Exercise brief
Return all the entries exactly. No pictures.
"""
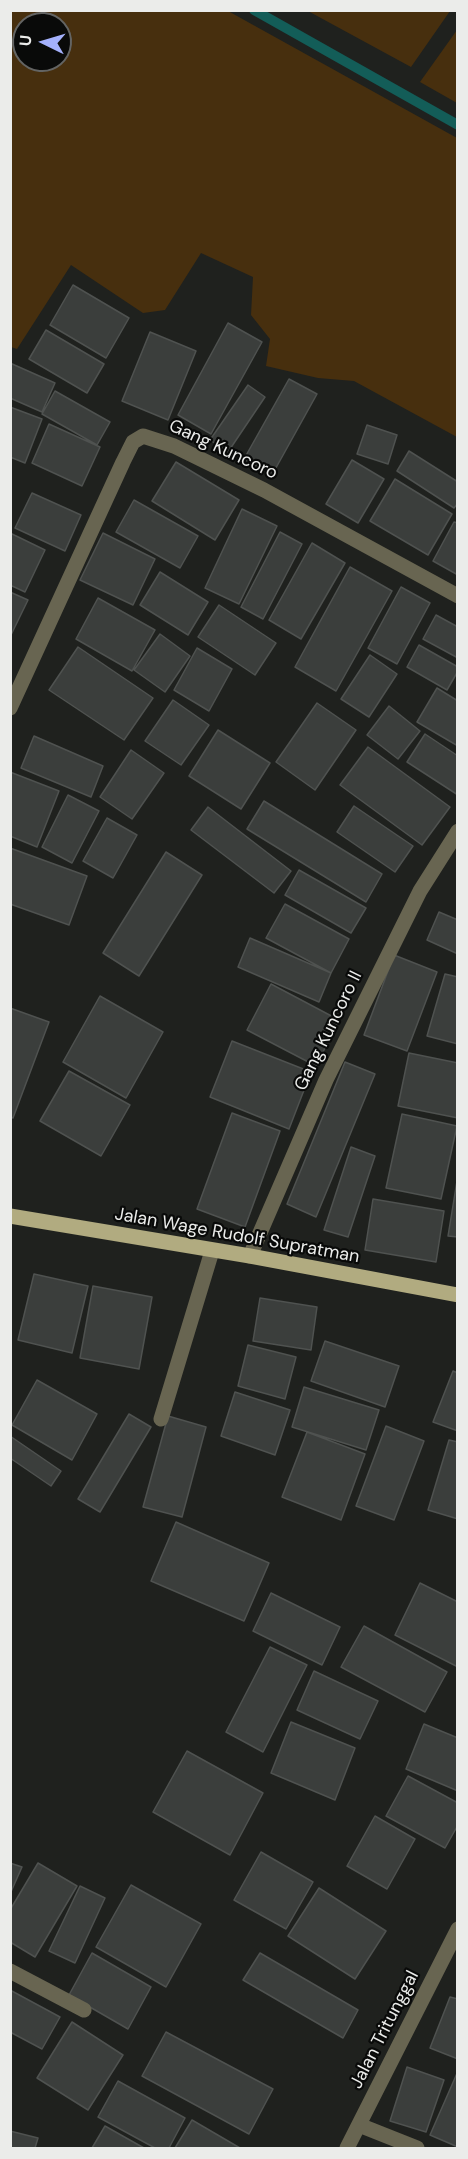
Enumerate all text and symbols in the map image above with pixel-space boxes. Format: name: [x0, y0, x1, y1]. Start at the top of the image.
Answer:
north arrow: [12, 12, 72, 72]
text: U: [15, 34, 37, 47]
street label: Gang Kuncoro: [165, 415, 281, 485]
street label: Gang Kuncoro II: [291, 968, 367, 1094]
street label: Jalan Wage Rudolf Supratman: [113, 1204, 361, 1268]
street label: Jalan Tritunggal: [346, 1967, 424, 2093]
"""
Solution to the problem
Enumerate all text and symbols in the map image above with pixel-space boxes. Format: name: [x0, y0, x1, y1]. Start at the top of the image.
Answer:
north arrow: [12, 12, 72, 72]
text: U: [15, 34, 37, 47]
street label: Gang Kuncoro: [165, 415, 281, 485]
street label: Gang Kuncoro II: [291, 968, 367, 1094]
street label: Jalan Wage Rudolf Supratman: [113, 1204, 361, 1268]
street label: Jalan Tritunggal: [346, 1967, 424, 2093]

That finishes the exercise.